Depending on the environment in which macroalgae inhabit, they are highly diversified in mineral composition (especially with regards to trace elements including zinc, magnesium, aluminum, silica, copper, iodine, selenium, iron, manganese, and micronutrients including calcium, sodium, phosphorus, potassium, and chlorine). Kuda et al. [243] examined the mineral content in concentrates of harvested seaweed Sargassum coreanum (formerly Sargassum ringgoldianum subsp. coreanum) from Japanese beaches. They found the highest concentration of potassium, magnesium, and calcium in these samples. Likewise, Kappaphycus alvarezii (Figure 1m) (Rhodophyta) presented high levels of magnesium and calcium ions [244].
Minerals have a very essential vital role as cofactors of different metalloenzymes [245]. Moreover, a combination of calcium and magnesium improves barrier repairs in topical skincare products [246]. Indeed, acid-induced burns are relieved by gel solution containing calcium gluconate solution [247]. Likewise, magnesium silicate (talc) and magnesium sulphate (i.e., Epsom salts) have reported enhancement of skin benefits. Talc is most frequently useful in baby skin powders to prevent diaper rash. In adults, it can be used as a lubricant and to reduce wetness in the perineal and axillary areas [248]. In addition, Boisseau et al. [249] found improvements in skin softness and exfoliation, relief in muscle tension, and the promotion of relaxation by Epsom salts. They also reported the key regulatory role of Mg++ and Ca++ in the proliferation and differentiation of keratinocytes.

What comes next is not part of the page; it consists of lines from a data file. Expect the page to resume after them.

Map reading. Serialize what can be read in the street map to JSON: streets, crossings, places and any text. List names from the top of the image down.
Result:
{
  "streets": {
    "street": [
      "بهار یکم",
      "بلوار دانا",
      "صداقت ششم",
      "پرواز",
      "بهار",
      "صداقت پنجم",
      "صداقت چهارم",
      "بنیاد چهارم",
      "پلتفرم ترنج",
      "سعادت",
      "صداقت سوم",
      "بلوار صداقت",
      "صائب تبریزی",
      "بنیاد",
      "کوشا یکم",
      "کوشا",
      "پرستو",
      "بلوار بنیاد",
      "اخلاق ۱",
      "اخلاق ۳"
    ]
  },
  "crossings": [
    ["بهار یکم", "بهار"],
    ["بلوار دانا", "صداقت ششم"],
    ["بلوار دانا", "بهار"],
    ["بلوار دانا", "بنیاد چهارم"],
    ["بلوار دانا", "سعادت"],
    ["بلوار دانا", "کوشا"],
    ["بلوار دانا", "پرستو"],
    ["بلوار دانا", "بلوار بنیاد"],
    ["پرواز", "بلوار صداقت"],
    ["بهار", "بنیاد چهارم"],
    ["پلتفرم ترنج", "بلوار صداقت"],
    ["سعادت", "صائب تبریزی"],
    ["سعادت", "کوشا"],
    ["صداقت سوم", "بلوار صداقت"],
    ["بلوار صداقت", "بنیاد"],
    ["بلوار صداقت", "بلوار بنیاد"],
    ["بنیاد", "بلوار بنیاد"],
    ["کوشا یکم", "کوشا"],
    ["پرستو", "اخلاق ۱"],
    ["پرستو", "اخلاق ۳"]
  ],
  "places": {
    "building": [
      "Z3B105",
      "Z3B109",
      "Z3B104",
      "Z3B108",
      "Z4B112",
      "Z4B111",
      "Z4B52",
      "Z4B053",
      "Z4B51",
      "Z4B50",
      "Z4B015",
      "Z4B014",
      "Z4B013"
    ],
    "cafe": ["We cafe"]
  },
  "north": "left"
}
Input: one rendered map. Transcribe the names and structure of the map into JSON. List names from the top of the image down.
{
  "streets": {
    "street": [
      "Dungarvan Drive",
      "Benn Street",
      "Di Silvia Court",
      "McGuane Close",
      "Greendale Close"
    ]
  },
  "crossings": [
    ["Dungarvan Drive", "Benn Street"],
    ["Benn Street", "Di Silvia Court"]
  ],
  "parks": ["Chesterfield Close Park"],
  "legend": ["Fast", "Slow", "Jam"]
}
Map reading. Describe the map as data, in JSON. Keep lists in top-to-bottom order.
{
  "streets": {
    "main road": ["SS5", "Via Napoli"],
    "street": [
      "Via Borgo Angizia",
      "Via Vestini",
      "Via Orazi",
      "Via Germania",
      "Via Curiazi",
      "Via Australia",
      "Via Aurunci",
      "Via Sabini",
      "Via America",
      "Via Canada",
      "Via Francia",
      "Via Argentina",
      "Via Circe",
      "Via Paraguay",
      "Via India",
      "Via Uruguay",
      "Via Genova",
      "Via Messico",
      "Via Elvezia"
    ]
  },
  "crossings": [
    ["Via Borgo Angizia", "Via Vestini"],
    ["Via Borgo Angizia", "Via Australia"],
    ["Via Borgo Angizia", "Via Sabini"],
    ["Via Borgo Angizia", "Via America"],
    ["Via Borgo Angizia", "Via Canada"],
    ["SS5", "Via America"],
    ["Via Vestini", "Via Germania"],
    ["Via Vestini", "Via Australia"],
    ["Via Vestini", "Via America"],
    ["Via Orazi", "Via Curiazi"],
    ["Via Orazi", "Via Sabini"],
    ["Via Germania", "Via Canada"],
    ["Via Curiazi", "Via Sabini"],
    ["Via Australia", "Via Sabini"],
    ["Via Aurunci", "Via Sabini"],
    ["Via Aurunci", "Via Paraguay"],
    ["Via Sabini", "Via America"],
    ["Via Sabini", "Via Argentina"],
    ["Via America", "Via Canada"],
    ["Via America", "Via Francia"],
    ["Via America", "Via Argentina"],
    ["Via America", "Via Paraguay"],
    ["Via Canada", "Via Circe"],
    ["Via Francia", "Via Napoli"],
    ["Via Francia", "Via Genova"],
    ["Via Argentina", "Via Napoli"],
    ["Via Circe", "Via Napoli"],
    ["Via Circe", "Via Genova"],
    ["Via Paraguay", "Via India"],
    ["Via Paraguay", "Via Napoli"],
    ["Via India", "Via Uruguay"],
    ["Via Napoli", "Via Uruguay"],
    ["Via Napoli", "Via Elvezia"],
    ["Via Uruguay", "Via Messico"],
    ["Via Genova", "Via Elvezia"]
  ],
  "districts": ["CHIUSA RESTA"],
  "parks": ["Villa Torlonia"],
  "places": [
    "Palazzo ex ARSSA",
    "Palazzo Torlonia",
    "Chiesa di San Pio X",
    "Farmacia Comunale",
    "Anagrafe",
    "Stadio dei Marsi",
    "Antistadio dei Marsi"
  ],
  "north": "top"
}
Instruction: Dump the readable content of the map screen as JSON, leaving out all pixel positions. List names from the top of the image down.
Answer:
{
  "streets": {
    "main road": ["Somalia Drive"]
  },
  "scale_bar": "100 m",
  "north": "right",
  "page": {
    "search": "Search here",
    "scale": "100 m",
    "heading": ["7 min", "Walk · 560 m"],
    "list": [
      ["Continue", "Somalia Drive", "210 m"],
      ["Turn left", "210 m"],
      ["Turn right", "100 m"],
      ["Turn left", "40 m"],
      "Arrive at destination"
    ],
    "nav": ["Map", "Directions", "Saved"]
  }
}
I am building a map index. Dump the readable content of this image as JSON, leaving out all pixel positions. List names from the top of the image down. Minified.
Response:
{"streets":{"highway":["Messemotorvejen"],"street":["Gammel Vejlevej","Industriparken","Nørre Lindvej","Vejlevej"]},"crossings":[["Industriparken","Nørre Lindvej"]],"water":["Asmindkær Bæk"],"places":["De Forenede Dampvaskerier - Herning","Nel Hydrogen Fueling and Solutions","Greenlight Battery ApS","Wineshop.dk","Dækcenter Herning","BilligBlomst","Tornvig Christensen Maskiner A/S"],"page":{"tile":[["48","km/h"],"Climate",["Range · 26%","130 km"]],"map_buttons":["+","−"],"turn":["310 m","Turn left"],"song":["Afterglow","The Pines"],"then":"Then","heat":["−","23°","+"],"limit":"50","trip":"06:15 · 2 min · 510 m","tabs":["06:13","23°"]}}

Likewise, magnesium silicate (talc) and magnesium sulphate (Epsom salts) have reported enhancement of skin benefits.
Talc is most frequently useful in baby skin powders to prevent diaper rash as well as in adults to reduce wetness in the perineal and axilla areas (and as a lubricant) [250]. They also reported the key regulatory role of Mg++ and Ca++ in the proliferation and differentiation of keratinocytes. ZnO-based skin protectants are cost-effective, easily formulated, and stable under aerobic conditions [250,251]. Zinc oxide is superior to zinc sulphate to mitigate inflammation and enhance re-epithelization of partial-thickness porcine skin [252]. Due to low water solubility, it sustains in the skin at the wound site. Newman et al. [253] revealed the importance of skin in sunburned skin and under ultraviolet exposure. Bissett et al. [254] found significantly delayed UV-induced tumors in Guinea pigs and mouse models by topical use of a 2-furildioxime (iron chelator).
Borkow et al. [255] exhibited a significant role of copper oxide in reducing facial wrinkles and an improvement of skin appearance. Besides, selenium is useful to protect the skin by involving antioxidant enzymes, especially glutathione, peroxidase, and thioredoxin reductase [256]. Selenium mitigates the effect of UV exposure as well as inhibits photodamage and may reverse photoaging [257,258,259]. An application of culture media containing selenium or selenomethionine significantly reduced UV-induced death of keratinocytes and melanocytes [260].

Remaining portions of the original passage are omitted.